— WHAT TO WORK ON —
A line below contains "position:absolute; width:44px; margin:-22px;", and a later one contains "font-size:30px; font-weight:700; line-height:1.1". Repeat both, with every line between them, exactly.

— RECORDED INFORMATION —
------------
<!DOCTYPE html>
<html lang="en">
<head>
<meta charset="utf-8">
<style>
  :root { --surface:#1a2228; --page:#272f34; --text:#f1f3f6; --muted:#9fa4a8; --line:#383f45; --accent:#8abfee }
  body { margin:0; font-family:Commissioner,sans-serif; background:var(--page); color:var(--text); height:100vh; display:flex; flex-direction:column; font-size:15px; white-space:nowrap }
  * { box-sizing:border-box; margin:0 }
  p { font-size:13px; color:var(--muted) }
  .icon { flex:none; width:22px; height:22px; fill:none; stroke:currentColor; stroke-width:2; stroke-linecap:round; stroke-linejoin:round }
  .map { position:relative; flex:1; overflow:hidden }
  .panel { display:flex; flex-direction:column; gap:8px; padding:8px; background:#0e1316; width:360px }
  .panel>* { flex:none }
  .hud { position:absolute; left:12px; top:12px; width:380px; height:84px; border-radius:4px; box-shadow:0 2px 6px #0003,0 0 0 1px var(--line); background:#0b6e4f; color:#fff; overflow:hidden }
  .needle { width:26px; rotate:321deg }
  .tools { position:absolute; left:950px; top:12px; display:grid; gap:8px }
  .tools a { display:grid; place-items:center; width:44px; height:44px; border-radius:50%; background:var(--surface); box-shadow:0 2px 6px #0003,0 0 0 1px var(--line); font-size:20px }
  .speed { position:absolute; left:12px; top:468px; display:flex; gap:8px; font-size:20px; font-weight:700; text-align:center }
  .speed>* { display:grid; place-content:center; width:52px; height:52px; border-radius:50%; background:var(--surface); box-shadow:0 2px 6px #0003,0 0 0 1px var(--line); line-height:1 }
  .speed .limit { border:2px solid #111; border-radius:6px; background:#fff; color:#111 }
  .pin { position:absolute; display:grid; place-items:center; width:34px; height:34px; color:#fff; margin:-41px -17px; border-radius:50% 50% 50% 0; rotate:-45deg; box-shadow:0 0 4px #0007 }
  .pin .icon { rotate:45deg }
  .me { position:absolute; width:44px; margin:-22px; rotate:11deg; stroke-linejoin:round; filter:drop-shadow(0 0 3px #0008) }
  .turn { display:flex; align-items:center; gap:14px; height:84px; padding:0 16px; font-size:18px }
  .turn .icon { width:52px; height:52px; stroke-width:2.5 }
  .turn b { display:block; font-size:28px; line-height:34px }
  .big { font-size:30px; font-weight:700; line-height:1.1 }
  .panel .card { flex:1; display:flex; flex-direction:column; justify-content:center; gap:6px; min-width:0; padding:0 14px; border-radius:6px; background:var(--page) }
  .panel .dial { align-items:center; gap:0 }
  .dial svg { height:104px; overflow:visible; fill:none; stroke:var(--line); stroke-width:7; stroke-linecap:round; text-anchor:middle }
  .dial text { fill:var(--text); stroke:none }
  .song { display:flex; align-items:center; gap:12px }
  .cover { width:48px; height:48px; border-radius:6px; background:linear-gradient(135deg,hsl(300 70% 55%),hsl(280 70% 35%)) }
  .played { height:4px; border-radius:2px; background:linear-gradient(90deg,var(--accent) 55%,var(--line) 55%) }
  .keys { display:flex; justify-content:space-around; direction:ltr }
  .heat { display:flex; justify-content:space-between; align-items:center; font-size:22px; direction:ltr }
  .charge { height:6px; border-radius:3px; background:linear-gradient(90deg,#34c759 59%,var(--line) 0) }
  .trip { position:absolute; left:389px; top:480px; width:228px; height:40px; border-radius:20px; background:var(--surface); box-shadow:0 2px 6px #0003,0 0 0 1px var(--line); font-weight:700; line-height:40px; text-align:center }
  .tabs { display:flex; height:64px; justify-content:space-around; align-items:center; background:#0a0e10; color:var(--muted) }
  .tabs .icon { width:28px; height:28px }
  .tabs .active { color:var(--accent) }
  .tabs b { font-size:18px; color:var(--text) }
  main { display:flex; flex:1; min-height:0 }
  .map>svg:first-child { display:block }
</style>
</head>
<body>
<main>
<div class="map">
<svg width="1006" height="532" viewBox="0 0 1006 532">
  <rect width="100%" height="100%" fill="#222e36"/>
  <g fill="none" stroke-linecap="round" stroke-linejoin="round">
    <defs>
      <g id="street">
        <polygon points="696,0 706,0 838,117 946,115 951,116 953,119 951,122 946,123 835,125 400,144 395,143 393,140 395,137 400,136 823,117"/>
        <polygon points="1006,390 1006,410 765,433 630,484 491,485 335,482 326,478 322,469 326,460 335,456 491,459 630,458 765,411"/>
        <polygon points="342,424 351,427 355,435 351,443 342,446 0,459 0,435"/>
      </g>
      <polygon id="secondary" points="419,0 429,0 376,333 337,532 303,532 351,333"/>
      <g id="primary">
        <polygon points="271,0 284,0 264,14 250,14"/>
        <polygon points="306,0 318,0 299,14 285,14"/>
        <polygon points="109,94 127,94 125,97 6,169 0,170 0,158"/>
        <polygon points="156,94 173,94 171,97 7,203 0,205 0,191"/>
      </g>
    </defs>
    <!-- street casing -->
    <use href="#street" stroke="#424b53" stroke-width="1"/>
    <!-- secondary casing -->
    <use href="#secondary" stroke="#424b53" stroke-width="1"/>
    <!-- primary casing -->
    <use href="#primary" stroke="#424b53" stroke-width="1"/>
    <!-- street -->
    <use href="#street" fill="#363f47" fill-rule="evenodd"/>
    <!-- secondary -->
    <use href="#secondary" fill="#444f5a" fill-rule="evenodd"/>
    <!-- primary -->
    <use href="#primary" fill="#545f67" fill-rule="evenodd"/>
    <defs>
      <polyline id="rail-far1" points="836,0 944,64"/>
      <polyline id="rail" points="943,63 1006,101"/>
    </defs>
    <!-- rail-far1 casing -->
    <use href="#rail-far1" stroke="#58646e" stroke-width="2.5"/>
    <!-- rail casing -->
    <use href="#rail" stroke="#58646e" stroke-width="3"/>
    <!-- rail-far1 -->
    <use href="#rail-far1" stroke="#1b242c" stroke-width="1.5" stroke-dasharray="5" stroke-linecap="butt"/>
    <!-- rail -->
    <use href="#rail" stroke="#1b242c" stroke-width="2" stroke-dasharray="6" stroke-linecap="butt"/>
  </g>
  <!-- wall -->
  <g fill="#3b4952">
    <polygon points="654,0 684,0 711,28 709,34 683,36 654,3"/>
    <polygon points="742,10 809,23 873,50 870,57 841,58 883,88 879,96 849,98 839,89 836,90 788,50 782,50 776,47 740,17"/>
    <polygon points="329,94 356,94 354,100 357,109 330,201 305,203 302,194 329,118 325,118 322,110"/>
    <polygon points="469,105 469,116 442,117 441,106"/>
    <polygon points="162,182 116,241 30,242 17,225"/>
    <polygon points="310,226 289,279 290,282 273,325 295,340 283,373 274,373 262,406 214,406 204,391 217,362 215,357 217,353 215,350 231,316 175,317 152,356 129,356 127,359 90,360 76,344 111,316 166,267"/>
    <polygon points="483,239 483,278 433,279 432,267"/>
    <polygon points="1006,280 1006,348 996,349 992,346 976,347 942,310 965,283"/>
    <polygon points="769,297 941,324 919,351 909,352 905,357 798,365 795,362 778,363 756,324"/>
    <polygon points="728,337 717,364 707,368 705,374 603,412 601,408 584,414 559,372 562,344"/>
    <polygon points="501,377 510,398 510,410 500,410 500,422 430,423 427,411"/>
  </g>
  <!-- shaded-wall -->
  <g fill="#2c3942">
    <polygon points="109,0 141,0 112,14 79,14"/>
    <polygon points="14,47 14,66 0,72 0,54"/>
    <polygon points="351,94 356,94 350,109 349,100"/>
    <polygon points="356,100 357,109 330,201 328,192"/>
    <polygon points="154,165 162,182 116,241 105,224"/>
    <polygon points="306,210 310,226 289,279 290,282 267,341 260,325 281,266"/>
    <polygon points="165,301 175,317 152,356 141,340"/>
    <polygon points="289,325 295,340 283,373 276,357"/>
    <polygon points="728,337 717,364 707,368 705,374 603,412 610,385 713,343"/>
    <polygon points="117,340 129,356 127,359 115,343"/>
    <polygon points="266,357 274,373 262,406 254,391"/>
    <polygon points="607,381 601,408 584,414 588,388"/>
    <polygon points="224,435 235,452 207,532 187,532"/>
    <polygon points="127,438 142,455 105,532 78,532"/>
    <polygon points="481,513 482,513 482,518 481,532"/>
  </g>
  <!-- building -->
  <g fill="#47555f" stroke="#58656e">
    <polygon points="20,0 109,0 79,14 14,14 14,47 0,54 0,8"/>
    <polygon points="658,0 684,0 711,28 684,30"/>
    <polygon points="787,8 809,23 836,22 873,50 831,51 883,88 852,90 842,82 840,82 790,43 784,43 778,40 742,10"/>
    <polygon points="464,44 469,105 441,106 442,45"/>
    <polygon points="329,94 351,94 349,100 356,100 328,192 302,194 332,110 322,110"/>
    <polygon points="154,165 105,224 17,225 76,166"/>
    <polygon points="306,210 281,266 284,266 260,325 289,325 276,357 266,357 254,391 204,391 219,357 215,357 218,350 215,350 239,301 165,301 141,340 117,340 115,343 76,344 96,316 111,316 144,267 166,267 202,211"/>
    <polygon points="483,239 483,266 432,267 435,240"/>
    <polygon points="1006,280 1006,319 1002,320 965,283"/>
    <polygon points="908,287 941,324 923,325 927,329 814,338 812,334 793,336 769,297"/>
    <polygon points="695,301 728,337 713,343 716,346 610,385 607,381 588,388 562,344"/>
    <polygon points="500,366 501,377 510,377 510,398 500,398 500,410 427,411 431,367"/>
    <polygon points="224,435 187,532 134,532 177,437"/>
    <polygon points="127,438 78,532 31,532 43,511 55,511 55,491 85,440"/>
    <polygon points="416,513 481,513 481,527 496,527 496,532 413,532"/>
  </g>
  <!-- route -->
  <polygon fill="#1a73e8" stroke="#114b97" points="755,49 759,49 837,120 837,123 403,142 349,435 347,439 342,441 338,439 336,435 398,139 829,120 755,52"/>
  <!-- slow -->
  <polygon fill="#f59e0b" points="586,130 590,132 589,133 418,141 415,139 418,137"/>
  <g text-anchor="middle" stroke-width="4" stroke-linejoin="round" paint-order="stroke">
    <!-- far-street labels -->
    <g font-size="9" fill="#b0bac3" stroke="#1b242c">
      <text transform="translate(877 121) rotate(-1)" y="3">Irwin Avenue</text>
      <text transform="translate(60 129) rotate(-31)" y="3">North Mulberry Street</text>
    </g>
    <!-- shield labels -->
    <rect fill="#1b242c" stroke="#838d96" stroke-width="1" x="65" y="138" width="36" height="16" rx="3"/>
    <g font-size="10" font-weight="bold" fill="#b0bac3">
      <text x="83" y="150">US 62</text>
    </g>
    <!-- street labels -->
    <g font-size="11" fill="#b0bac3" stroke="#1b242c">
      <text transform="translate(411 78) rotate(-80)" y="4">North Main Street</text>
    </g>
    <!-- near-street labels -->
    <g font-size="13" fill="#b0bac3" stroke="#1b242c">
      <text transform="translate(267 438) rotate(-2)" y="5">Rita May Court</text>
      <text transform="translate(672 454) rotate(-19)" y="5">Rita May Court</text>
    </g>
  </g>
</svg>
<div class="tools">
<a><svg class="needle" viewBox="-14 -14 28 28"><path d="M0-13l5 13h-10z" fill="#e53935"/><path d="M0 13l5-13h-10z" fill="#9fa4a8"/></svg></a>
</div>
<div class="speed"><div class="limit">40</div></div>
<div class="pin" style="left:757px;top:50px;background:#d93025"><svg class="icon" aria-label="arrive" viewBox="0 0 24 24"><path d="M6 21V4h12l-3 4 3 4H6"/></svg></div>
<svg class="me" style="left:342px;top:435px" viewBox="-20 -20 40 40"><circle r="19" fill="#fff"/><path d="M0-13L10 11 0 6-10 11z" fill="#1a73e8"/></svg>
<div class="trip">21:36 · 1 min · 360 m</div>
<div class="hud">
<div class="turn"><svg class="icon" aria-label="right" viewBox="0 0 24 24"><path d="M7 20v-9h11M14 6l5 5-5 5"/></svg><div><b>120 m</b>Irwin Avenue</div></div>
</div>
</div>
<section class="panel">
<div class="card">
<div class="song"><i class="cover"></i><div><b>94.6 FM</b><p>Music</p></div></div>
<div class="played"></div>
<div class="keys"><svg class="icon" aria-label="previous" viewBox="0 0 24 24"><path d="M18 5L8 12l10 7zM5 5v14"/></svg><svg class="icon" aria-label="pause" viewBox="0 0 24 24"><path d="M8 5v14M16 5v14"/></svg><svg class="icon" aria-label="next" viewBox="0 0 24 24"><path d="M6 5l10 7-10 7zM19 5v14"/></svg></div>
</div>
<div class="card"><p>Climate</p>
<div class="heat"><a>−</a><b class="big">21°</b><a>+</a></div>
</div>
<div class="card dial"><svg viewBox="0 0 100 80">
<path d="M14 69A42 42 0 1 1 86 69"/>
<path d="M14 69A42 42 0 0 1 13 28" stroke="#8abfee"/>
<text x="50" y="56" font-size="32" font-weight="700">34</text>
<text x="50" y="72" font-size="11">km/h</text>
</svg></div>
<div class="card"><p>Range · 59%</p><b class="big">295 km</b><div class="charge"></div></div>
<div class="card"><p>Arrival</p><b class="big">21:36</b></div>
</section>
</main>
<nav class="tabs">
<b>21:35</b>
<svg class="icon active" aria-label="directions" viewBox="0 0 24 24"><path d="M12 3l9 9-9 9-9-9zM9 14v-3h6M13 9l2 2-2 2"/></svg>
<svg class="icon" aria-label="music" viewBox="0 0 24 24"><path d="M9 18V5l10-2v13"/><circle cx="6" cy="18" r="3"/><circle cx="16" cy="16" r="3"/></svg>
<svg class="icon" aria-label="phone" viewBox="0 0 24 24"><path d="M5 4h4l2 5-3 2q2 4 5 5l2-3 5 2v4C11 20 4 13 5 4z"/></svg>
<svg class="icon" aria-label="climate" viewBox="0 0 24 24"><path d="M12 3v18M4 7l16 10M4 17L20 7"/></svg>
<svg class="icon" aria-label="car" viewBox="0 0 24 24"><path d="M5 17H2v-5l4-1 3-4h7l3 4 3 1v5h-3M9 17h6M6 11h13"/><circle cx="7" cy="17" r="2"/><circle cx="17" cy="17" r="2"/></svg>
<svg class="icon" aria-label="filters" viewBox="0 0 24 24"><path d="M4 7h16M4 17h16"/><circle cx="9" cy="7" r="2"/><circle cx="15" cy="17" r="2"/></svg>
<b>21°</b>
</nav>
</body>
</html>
------------
— ANSWER TO THE PROBLEM —
  .me { position:absolute; width:44px; margin:-22px; rotate:11deg; stroke-linejoin:round; filter:drop-shadow(0 0 3px #0008) }
  .turn { display:flex; align-items:center; gap:14px; height:84px; padding:0 16px; font-size:18px }
  .turn .icon { width:52px; height:52px; stroke-width:2.5 }
  .turn b { display:block; font-size:28px; line-height:34px }
  .big { font-size:30px; font-weight:700; line-height:1.1 }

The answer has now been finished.